Consider your last challenge with your horse. It may be some annoying little thing that happens daily or multiple times in a ride, or it may have been one very bad moment when you and your horse had a significant difference of opinion about something. What was the cause?
Are you the type of rider who blames yourself? If so, when things go wrong you tend to think:
- If only I was a better rider, that would have gone better!
- He goes so much better for better riders, I’ll probably never be able to get him to do that…
- I’m sure it’s because I am tired/sore/distracted today…
- My bad habit with my legs/hands causes so many problems!
On the other hand, riders who blame the horse tend to think:
- If only he weren’t so lazy/fresh, things would be so much easier!
- I wish my horse were more focused and obedient…
- He never does that to my trainer!
- He has conformational/health/training issues that will always cause him to struggle with this….

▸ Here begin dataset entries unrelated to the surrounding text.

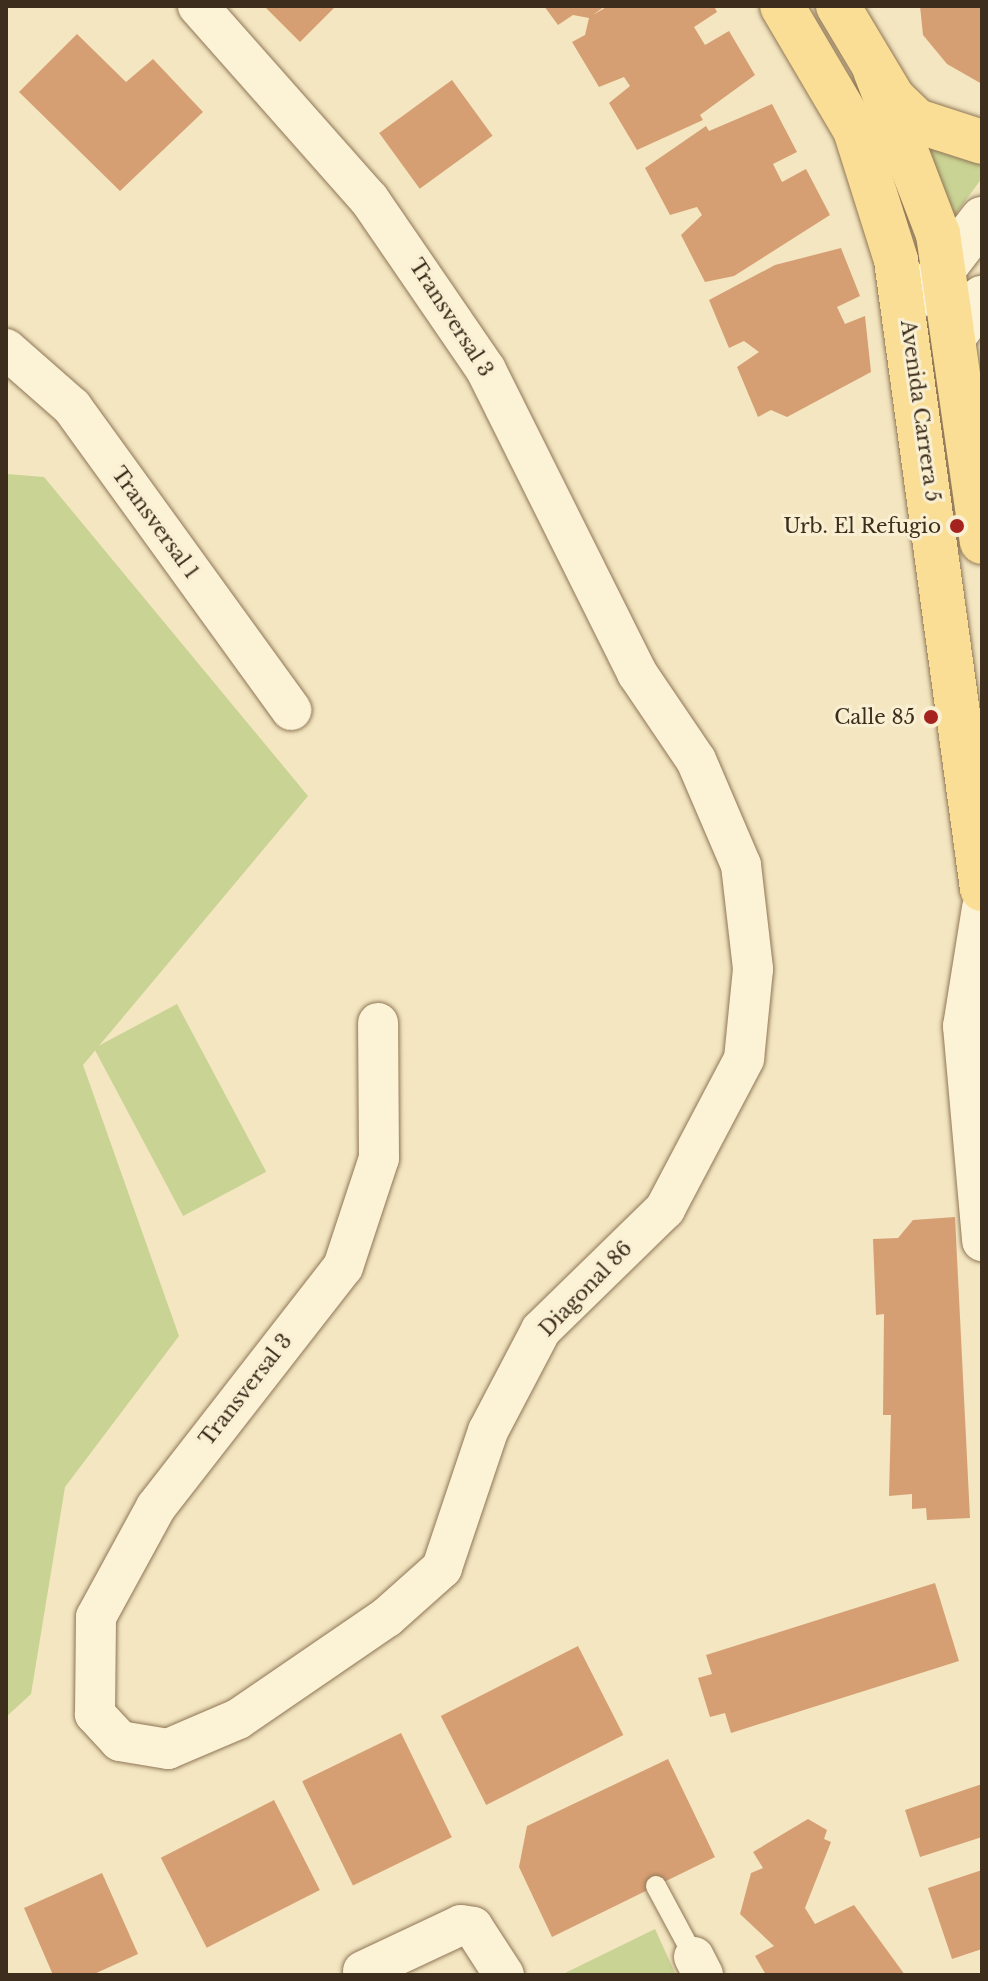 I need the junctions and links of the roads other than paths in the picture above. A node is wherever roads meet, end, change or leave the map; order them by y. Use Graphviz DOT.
graph roads {
  1 [pos="198,6"];
  2 [pos="782,6"];
  3 [pos="838,6"];
  4 [pos="875,70"];
  5 [pos="982,142"];
  6 [pos="982,219"];
  7 [pos="944,269"];
  8 [pos="982,298"];
  9 [pos="908,314"];
  10 [pos="955,335"];
  11 [pos="6,349"];
  12 [pos="978,490"];
  13 [pos="982,542"];
  14 [pos="637,673"];
  15 [pos="291,710"];
  16 [pos="982,889"];
  17 [pos="982,908"];
  18 [pos="378,1023"];
  19 [pos="982,1241"];
  20 [pos="120,1741"];
  21 [pos="656,1886"];
  22 [pos="698,1966"];
  23 [pos="363,1971"];
  24 [pos="504,1975"];
  1 -- 14 [label="street, Transversal 3"];
  2 -- 9 [label="main road, Avenida Carrera 5"];
  3 -- 4 [label="main road"];
  4 -- 5 [label="main road"];
  4 -- 7 [label="main road"];
  6 -- 7 [label="main road"];
  7 -- 9 [label="main road"];
  7 -- 10 [label="main road"];
  8 -- 10 [label="main road"];
  9 -- 16 [label="main road, Avenida Carrera 5"];
  10 -- 12 [label="main road"];
  11 -- 15 [label="street, Transversal 1"];
  12 -- 13 [label="main road"];
  14 -- 20 [label="street, Diagonal 86"];
  17 -- 19 [label="street"];
  18 -- 20 [label="street, Transversal 3"];
  21 -- 22 [label="lane"];
  23 -- 24 [label="street"];
}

- He’s just so stubborn sometimes!
- Once he has more training, this won’t happen anymore!
Are you one of these riders?
There’s good news. It doesn’t really matter which camp you fall in, as long as you are able to identify when and how you play the blame game. And once you’ve identified your “go-to-blame-of-choice”, improving your ride becomes much easier!
See, with any sort of blame, the rider is essentially making an excuse. Once the rider has come up with an excuse that in her mind justifies and explains away the problem, she is freed from the responsibility of fixing it. Unfortunately, she also gives up her power to make positive changes at the same time. The ability to “catch yourself” when you start to blame is the first step in trouble-shooting your own rides. Each time you hear yourself wanting to use an excuse, go ahead and use it! But then follow it with “What can I do right now to improve that situation?”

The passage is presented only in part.